The input Block Start
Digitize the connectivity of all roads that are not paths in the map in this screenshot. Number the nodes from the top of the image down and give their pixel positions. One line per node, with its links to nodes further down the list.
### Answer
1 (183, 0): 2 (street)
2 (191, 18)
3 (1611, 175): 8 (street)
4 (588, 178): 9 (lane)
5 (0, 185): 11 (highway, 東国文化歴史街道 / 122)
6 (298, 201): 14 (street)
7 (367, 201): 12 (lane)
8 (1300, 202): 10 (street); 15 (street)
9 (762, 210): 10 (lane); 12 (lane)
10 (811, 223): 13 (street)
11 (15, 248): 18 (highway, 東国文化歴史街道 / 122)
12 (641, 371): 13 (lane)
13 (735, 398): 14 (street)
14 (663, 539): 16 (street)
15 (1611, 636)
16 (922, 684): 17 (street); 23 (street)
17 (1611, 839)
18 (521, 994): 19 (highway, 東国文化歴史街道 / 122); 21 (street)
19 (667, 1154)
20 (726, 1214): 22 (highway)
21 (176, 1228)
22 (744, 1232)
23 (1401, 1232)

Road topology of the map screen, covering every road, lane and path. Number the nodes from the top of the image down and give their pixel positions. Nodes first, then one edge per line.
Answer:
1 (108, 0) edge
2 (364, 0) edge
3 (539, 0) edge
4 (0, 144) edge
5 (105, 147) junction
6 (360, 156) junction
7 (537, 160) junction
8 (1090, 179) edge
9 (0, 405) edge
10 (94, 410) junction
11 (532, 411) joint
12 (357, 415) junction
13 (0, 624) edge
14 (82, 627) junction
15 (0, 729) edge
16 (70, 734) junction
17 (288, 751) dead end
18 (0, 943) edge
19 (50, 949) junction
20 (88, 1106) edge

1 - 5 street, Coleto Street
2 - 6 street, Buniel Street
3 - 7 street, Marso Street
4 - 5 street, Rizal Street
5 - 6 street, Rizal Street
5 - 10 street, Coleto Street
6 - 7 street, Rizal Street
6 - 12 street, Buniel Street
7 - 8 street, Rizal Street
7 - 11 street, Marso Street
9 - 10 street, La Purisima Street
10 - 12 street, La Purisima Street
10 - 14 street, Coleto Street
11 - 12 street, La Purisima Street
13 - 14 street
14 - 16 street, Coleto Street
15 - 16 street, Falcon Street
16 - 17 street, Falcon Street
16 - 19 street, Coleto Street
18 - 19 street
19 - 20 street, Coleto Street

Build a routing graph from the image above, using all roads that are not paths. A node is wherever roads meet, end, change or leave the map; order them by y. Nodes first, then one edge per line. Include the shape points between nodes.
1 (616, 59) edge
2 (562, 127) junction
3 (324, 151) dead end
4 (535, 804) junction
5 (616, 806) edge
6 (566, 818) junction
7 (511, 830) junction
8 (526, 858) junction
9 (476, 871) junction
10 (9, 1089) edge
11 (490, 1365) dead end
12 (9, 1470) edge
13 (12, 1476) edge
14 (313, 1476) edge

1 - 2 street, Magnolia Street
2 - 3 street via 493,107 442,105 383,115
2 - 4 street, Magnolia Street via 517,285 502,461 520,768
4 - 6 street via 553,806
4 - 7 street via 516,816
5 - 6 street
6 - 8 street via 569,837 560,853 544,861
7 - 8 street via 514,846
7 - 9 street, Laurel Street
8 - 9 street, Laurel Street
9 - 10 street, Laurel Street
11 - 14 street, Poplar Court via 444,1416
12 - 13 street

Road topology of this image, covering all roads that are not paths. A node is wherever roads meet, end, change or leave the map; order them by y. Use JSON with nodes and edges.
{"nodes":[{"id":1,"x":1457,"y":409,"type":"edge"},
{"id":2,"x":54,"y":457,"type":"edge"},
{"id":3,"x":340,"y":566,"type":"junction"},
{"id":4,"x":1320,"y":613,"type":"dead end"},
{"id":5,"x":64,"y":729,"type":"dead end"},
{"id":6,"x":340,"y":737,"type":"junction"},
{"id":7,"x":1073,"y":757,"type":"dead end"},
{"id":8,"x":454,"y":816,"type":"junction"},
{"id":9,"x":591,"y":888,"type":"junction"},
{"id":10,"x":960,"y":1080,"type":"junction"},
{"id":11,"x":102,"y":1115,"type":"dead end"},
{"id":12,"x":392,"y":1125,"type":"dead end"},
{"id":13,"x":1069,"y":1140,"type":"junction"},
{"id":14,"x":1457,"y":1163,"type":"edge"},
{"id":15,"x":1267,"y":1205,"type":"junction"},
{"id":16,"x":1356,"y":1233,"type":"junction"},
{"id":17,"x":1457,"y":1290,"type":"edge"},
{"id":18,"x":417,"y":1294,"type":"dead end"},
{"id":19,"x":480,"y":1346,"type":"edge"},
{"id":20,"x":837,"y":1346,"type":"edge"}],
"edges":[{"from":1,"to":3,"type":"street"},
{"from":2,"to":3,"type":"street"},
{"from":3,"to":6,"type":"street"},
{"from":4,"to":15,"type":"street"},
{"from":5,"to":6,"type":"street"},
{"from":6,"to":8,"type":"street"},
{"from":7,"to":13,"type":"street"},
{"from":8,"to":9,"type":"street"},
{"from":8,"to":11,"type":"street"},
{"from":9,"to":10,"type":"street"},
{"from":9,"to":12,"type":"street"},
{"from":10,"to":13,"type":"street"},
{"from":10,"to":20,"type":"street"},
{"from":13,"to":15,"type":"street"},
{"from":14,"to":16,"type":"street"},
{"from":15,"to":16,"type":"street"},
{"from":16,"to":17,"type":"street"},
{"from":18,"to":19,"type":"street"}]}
The input Block End
What this task involves –
An exact copy of all the entries above is what is needed.

Answer below –
Digitize the connectivity of all roads that are not paths in the map in this screenshot. Number the nodes from the top of the image down and give their pixel positions. One line per node, with its links to nodes further down the list.
### Answer
1 (183, 0): 2 (street)
2 (191, 18)
3 (1611, 175): 8 (street)
4 (588, 178): 9 (lane)
5 (0, 185): 11 (highway, 東国文化歴史街道 / 122)
6 (298, 201): 14 (street)
7 (367, 201): 12 (lane)
8 (1300, 202): 10 (street); 15 (street)
9 (762, 210): 10 (lane); 12 (lane)
10 (811, 223): 13 (street)
11 (15, 248): 18 (highway, 東国文化歴史街道 / 122)
12 (641, 371): 13 (lane)
13 (735, 398): 14 (street)
14 (663, 539): 16 (street)
15 (1611, 636)
16 (922, 684): 17 (street); 23 (street)
17 (1611, 839)
18 (521, 994): 19 (highway, 東国文化歴史街道 / 122); 21 (street)
19 (667, 1154)
20 (726, 1214): 22 (highway)
21 (176, 1228)
22 (744, 1232)
23 (1401, 1232)

Road topology of the map screen, covering every road, lane and path. Number the nodes from the top of the image down and give their pixel positions. Nodes first, then one edge per line.
Answer:
1 (108, 0) edge
2 (364, 0) edge
3 (539, 0) edge
4 (0, 144) edge
5 (105, 147) junction
6 (360, 156) junction
7 (537, 160) junction
8 (1090, 179) edge
9 (0, 405) edge
10 (94, 410) junction
11 (532, 411) joint
12 (357, 415) junction
13 (0, 624) edge
14 (82, 627) junction
15 (0, 729) edge
16 (70, 734) junction
17 (288, 751) dead end
18 (0, 943) edge
19 (50, 949) junction
20 (88, 1106) edge

1 - 5 street, Coleto Street
2 - 6 street, Buniel Street
3 - 7 street, Marso Street
4 - 5 street, Rizal Street
5 - 6 street, Rizal Street
5 - 10 street, Coleto Street
6 - 7 street, Rizal Street
6 - 12 street, Buniel Street
7 - 8 street, Rizal Street
7 - 11 street, Marso Street
9 - 10 street, La Purisima Street
10 - 12 street, La Purisima Street
10 - 14 street, Coleto Street
11 - 12 street, La Purisima Street
13 - 14 street
14 - 16 street, Coleto Street
15 - 16 street, Falcon Street
16 - 17 street, Falcon Street
16 - 19 street, Coleto Street
18 - 19 street
19 - 20 street, Coleto Street

Build a routing graph from the image above, using all roads that are not paths. A node is wherever roads meet, end, change or leave the map; order them by y. Nodes first, then one edge per line. Include the shape points between nodes.
1 (616, 59) edge
2 (562, 127) junction
3 (324, 151) dead end
4 (535, 804) junction
5 (616, 806) edge
6 (566, 818) junction
7 (511, 830) junction
8 (526, 858) junction
9 (476, 871) junction
10 (9, 1089) edge
11 (490, 1365) dead end
12 (9, 1470) edge
13 (12, 1476) edge
14 (313, 1476) edge

1 - 2 street, Magnolia Street
2 - 3 street via 493,107 442,105 383,115
2 - 4 street, Magnolia Street via 517,285 502,461 520,768
4 - 6 street via 553,806
4 - 7 street via 516,816
5 - 6 street
6 - 8 street via 569,837 560,853 544,861
7 - 8 street via 514,846
7 - 9 street, Laurel Street
8 - 9 street, Laurel Street
9 - 10 street, Laurel Street
11 - 14 street, Poplar Court via 444,1416
12 - 13 street

Road topology of this image, covering all roads that are not paths. A node is wherever roads meet, end, change or leave the map; order them by y. Use JSON with nodes and edges.
{"nodes":[{"id":1,"x":1457,"y":409,"type":"edge"},
{"id":2,"x":54,"y":457,"type":"edge"},
{"id":3,"x":340,"y":566,"type":"junction"},
{"id":4,"x":1320,"y":613,"type":"dead end"},
{"id":5,"x":64,"y":729,"type":"dead end"},
{"id":6,"x":340,"y":737,"type":"junction"},
{"id":7,"x":1073,"y":757,"type":"dead end"},
{"id":8,"x":454,"y":816,"type":"junction"},
{"id":9,"x":591,"y":888,"type":"junction"},
{"id":10,"x":960,"y":1080,"type":"junction"},
{"id":11,"x":102,"y":1115,"type":"dead end"},
{"id":12,"x":392,"y":1125,"type":"dead end"},
{"id":13,"x":1069,"y":1140,"type":"junction"},
{"id":14,"x":1457,"y":1163,"type":"edge"},
{"id":15,"x":1267,"y":1205,"type":"junction"},
{"id":16,"x":1356,"y":1233,"type":"junction"},
{"id":17,"x":1457,"y":1290,"type":"edge"},
{"id":18,"x":417,"y":1294,"type":"dead end"},
{"id":19,"x":480,"y":1346,"type":"edge"},
{"id":20,"x":837,"y":1346,"type":"edge"}],
"edges":[{"from":1,"to":3,"type":"street"},
{"from":2,"to":3,"type":"street"},
{"from":3,"to":6,"type":"street"},
{"from":4,"to":15,"type":"street"},
{"from":5,"to":6,"type":"street"},
{"from":6,"to":8,"type":"street"},
{"from":7,"to":13,"type":"street"},
{"from":8,"to":9,"type":"street"},
{"from":8,"to":11,"type":"street"},
{"from":9,"to":10,"type":"street"},
{"from":9,"to":12,"type":"street"},
{"from":10,"to":13,"type":"street"},
{"from":10,"to":20,"type":"street"},
{"from":13,"to":15,"type":"street"},
{"from":14,"to":16,"type":"street"},
{"from":15,"to":16,"type":"street"},
{"from":16,"to":17,"type":"street"},
{"from":18,"to":19,"type":"street"}]}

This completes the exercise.